YEARS AGO


Today is Thursday, April 23, the 113th day of 2015. There are 252 days left in the year.

ASSOCIATED PRESS

On this date in:

1616: English poet and dramatist William Shakespeare, 52, dies on what has been traditionally regarded as the anniversary of his birth in 1564.

1789:President-elect George Washington and his wife, Martha, move into the first executive mansion, the Franklin House, in New York.

1791: The 15th president of the United States, James Buchanan, is born in Franklin County, Pa.

1910: Former President Theodore Roosevelt delivers his famous “Man in the Arena” speech at the Sorbonne in Paris.

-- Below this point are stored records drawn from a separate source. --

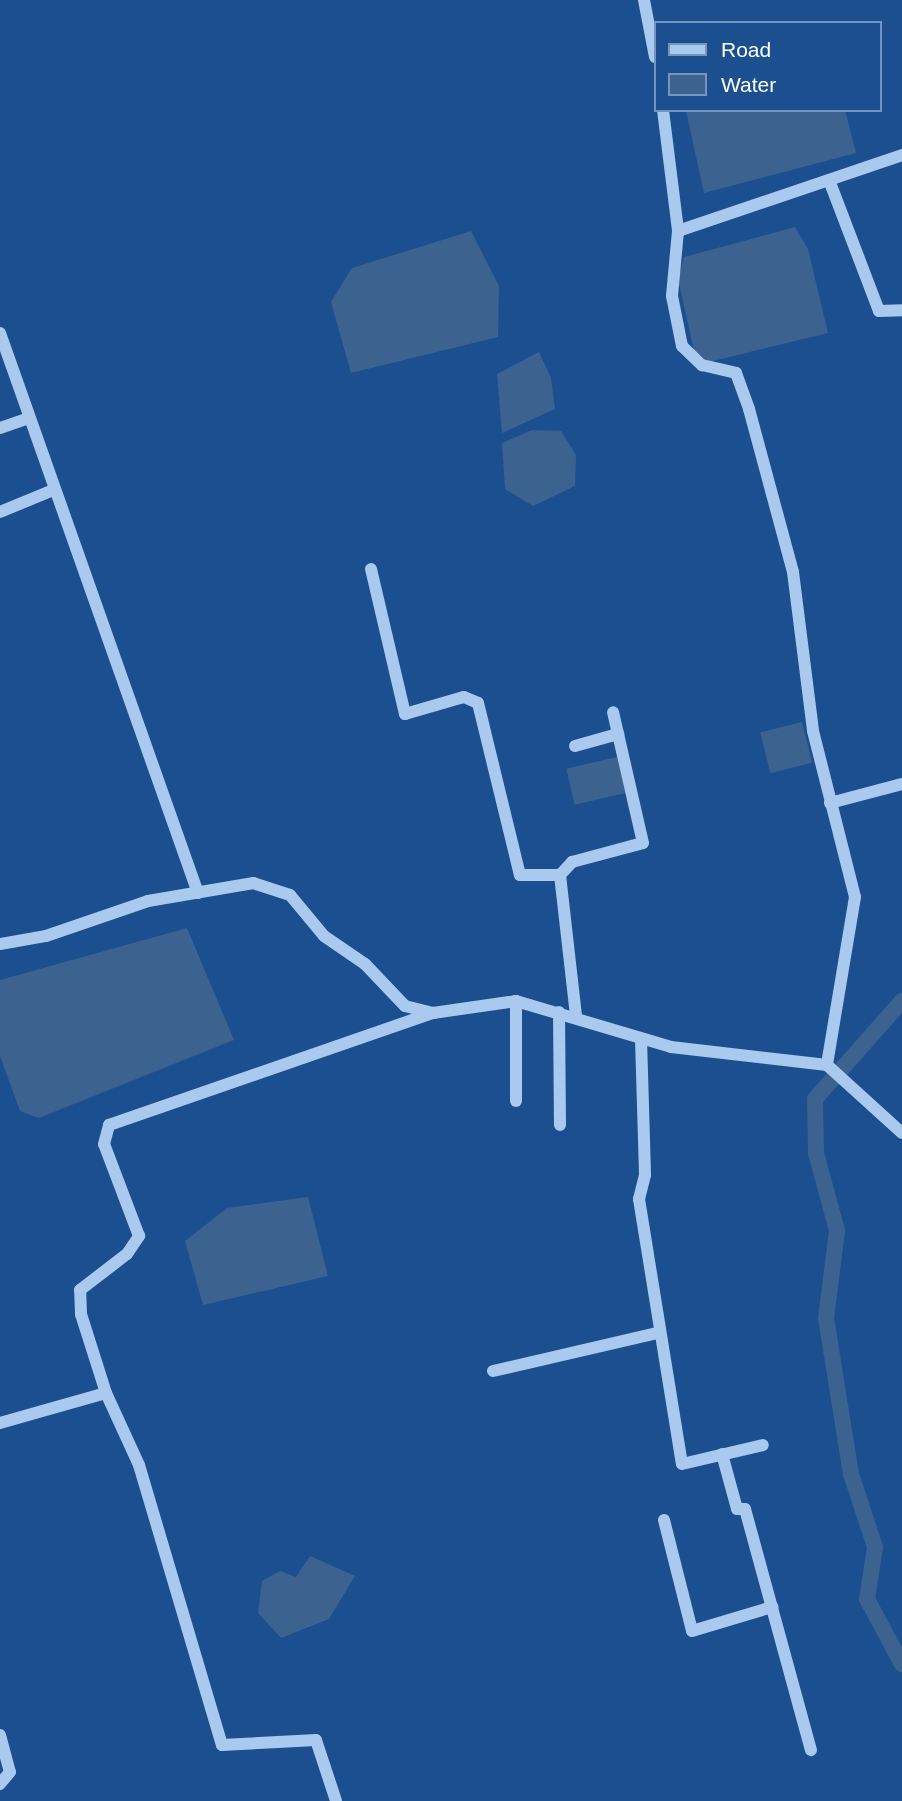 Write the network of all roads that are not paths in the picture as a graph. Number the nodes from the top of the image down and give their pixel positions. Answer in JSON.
{"nodes":[{"id":1,"x":644,"y":0,"type":"edge"},
{"id":2,"x":654,"y":52,"type":"edge"},
{"id":3,"x":663,"y":112,"type":"edge"},
{"id":4,"x":902,"y":155,"type":"edge"},
{"id":5,"x":829,"y":180,"type":"junction"},
{"id":6,"x":678,"y":232,"type":"junction"},
{"id":7,"x":902,"y":310,"type":"edge"},
{"id":8,"x":0,"y":332,"type":"edge"},
{"id":9,"x":29,"y":418,"type":"junction"},
{"id":10,"x":0,"y":428,"type":"edge"},
{"id":11,"x":53,"y":490,"type":"junction"},
{"id":12,"x":0,"y":512,"type":"edge"},
{"id":13,"x":371,"y":569,"type":"dead end"},
{"id":14,"x":613,"y":712,"type":"dead end"},
{"id":15,"x":618,"y":734,"type":"junction"},
{"id":16,"x":575,"y":746,"type":"dead end"},
{"id":17,"x":902,"y":784,"type":"edge"},
{"id":18,"x":830,"y":803,"type":"junction"},
{"id":19,"x":560,"y":875,"type":"junction"},
{"id":20,"x":198,"y":893,"type":"junction"},
{"id":21,"x":0,"y":944,"type":"edge"},
{"id":22,"x":516,"y":1000,"type":"junction"},
{"id":23,"x":559,"y":1012,"type":"junction"},
{"id":24,"x":433,"y":1013,"type":"junction"},
{"id":25,"x":576,"y":1016,"type":"junction"},
{"id":26,"x":640,"y":1039,"type":"junction"},
{"id":27,"x":835,"y":1072,"type":"junction"},
{"id":28,"x":516,"y":1101,"type":"dead end"},
{"id":29,"x":560,"y":1125,"type":"dead end"},
{"id":30,"x":902,"y":1133,"type":"edge"},
{"id":31,"x":657,"y":1332,"type":"junction"},
{"id":32,"x":494,"y":1371,"type":"dead end"},
{"id":33,"x":106,"y":1393,"type":"junction"},
{"id":34,"x":0,"y":1423,"type":"edge"},
{"id":35,"x":763,"y":1445,"type":"dead end"},
{"id":36,"x":722,"y":1454,"type":"junction"},
{"id":37,"x":664,"y":1520,"type":"dead end"},
{"id":38,"x":772,"y":1607,"type":"junction"},
{"id":39,"x":0,"y":1735,"type":"edge"},
{"id":40,"x":811,"y":1750,"type":"dead end"},
{"id":41,"x":0,"y":1784,"type":"edge"},
{"id":42,"x":336,"y":1801,"type":"edge"}],
"edges":[{"from":1,"to":2,"type":"street"},
{"from":3,"to":6,"type":"street"},
{"from":4,"to":5,"type":"street"},
{"from":5,"to":6,"type":"street"},
{"from":5,"to":7,"type":"street"},
{"from":6,"to":18,"type":"street"},
{"from":8,"to":9,"type":"street"},
{"from":9,"to":10,"type":"street"},
{"from":9,"to":11,"type":"street"},
{"from":11,"to":12,"type":"street"},
{"from":11,"to":20,"type":"street"},
{"from":13,"to":19,"type":"street"},
{"from":14,"to":15,"type":"street"},
{"from":15,"to":16,"type":"street"},
{"from":15,"to":19,"type":"street"},
{"from":17,"to":18,"type":"street"},
{"from":18,"to":27,"type":"street"},
{"from":19,"to":25,"type":"street"},
{"from":20,"to":21,"type":"street"},
{"from":20,"to":24,"type":"street"},
{"from":22,"to":23,"type":"street"},
{"from":22,"to":24,"type":"street"},
{"from":22,"to":28,"type":"street"},
{"from":23,"to":25,"type":"street"},
{"from":23,"to":29,"type":"street"},
{"from":24,"to":33,"type":"street"},
{"from":25,"to":26,"type":"street"},
{"from":26,"to":27,"type":"street"},
{"from":26,"to":31,"type":"street"},
{"from":27,"to":30,"type":"street"},
{"from":31,"to":32,"type":"street"},
{"from":31,"to":36,"type":"street"},
{"from":33,"to":34,"type":"street"},
{"from":33,"to":42,"type":"street"},
{"from":35,"to":36,"type":"street"},
{"from":36,"to":38,"type":"street"},
{"from":37,"to":38,"type":"street"},
{"from":38,"to":40,"type":"street"},
{"from":39,"to":41,"type":"street"}]} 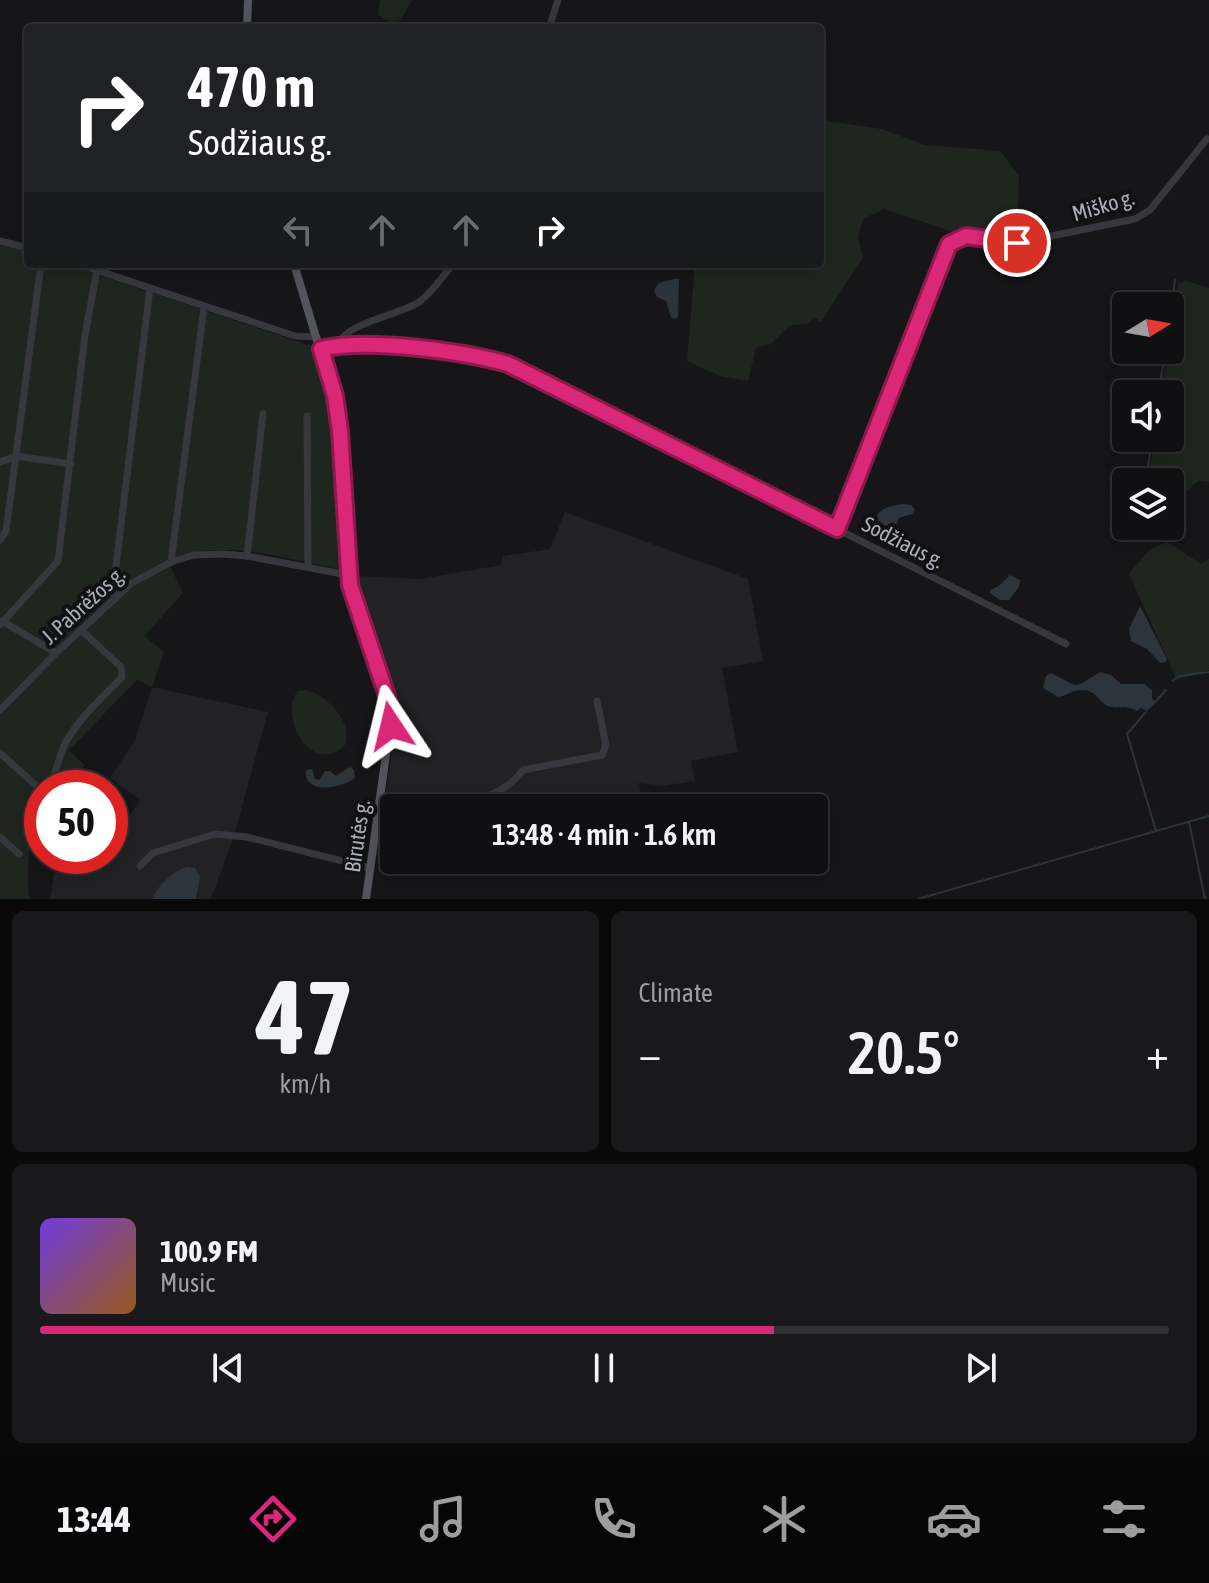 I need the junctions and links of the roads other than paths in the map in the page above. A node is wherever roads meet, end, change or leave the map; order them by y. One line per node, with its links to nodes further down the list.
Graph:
1 (248, 0): 3 (main road)
2 (558, 0): 4 (street)
3 (247, 24)
4 (550, 24)
5 (1207, 139): 23 (street, Miško g.)
6 (0, 241): 7 (street)
7 (24, 247)
8 (40, 268): 20 (street)
9 (91, 268): 12 (street)
10 (295, 268): 15 (main road, Birutės g.)
11 (450, 268): 16 (street)
12 (97, 270): 13 (street); 22 (street)
13 (150, 288): 14 (street); 29 (street)
14 (204, 307): 15 (street); 26 (street)
15 (317, 337): 17 (main road, Birutės g.)
16 (338, 346): 17 (street, Sodžiaus g.); 23 (street, Sodžiaus g.)
17 (321, 349): 28 (main road, Birutės g.)
18 (263, 414): 25 (street)
19 (307, 416): 27 (street)
20 (16, 456): 21 (street); 22 (street); 24 (street)
21 (0, 462)
22 (71, 464): 30 (street)
23 (837, 529): 32 (street, Sodžiaus g.)
24 (0, 540)
25 (247, 556): 26 (street, J. Pabrėžos g.); 27 (street, J. Pabrėžos g.)
26 (171, 562): 29 (street, J. Pabrėžos g.)
27 (308, 567): 28 (street, J. Pabrėžos g.)
28 (348, 575): 40 (main road, Birutės g.)
29 (115, 599): 31 (street, J. Pabrėžos g.)
30 (1, 622): 33 (street)
31 (81, 630): 33 (street, J. Pabrėžos g.); 37 (street)
32 (1066, 644)
33 (56, 653): 35 (street, J. Pabrėžos g.)
34 (597, 701): 39 (street)
35 (0, 710)
36 (0, 753): 38 (street)
37 (58, 770)
38 (24, 775)
39 (492, 794)
40 (379, 809): 44 (main road, Birutės g.)
41 (0, 837): 42 (street)
42 (19, 854)
43 (140, 866): 44 (street)
44 (370, 868): 45 (main road, Birutės g.)
45 (366, 899)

1914: Chicago’s Wrigley Field, then called Weeghman Park, hosts its first major league game as the Chicago Federals defeat the Kansas City Packers 9-1.

1935: Poland adopts a constitution which gives new powers to the presidency.

1940: About 200 people die in the Rhythm Night Club Fire in Natchez, Miss.

1954: Hank Aaron of the Milwaukee Braves hits the first of his 755 major-league home runs in a game against the St. Louis Cardinals. (The Braves won, 7-5.)

1965: The Four Tops’ single “I Can’t Help Myself (Sugar Pie, Honey Bunch)” is released by Motown.

1985: The Coca-Cola Co. announces it is changing the secret flavor formula for Coke (negative public reaction forced the company to resume selling the original version).

1995: Television sportscaster Howard Cosell dies in New York at age 77.

2007: Boris Yeltsin, the first freely elected Russian president, dies in Moscow at age 76.

2005: Leaders of China and Japan meet in Jakarta, Indonesia, to try to settle their nations’ worst dispute in three decades, but fail to reach an agreement in the bitter feud over Tokyo’s handling of its World War II atrocities.

VINDICATOR FILES

1990: A student advisory committee at Youngstown State University says students are opposed to a proposed 20 percent increase in spending for intercollegiate athletics and recommends an increase of less than 1 percent.

For the second year in a row, Mahoning County Democratic Chairman Don L. Hanni Jr. is paying a price for his verbal attacks on state Democratic Chairman James M. Ruvulo — he will not be doling out any part-time summer jobs from the Ohio Department of Transportation.

Ohio Gov. Richard F. Celeste names Martin J. O’Connell, president of the Greater Youngstown AFL-CIO, to a nine-year term on the Youngstown State University board of trustees.

1975: Two area students are among 1,006 high school seniors throughout the nation named winners of National Merit $1,000 scholarships: Andrea Holliday, a senior at Canfield High School; and Ronald J. Gizzi, a senior at Howland High School.

Despite a soft market for steel, Lykes-Youngstown Corp. reports sharply higher earnings for the first quarter over a year earlier, with net income of $18.8 million on sales of $428 million.

A group of students at East High School comes to the rescue of a teacher who was attacked and knocked to the ground by a 15-year-old female student who had been suspended for truancy.

1965: More than 650 Youngstown area business and civic leaders salute Alfred S. Glossbrenner, president and chief executive officer of Youngstown Sheet & Tube Co., for his distinguished service to the Mahoning Valley industrial region.

The Shriver-Allison Co. announces the purchase of the Handel Funeral Home at 292 W. Madison Ave.

Youngstown district steel plants will operate at 81 percent of capacity, with 15 blast furnaces, 53 open hearths, 10 electric furnaces and one basic oxygen furnace in operation.

1940: Mayor William B. Spagnola cuts the ribbon for the Youngstown Home Show at the Rayen-Wood Auditorium.

An ordinance creating the position of superintendent of the municipal airport at Vienna and setting his salary at $4,500 a year is submitted to Youngstown City Council.

Four warrants for the arrest of Congressman Michael J. Kirwan of Youngstown are issued by a justice of the peace in Ashtabula County charging that Kirwan collected $50 from the Geneva postmaster for campaign expenses and alleging that the congressman retaliated against another postmaster who didn’t contribute.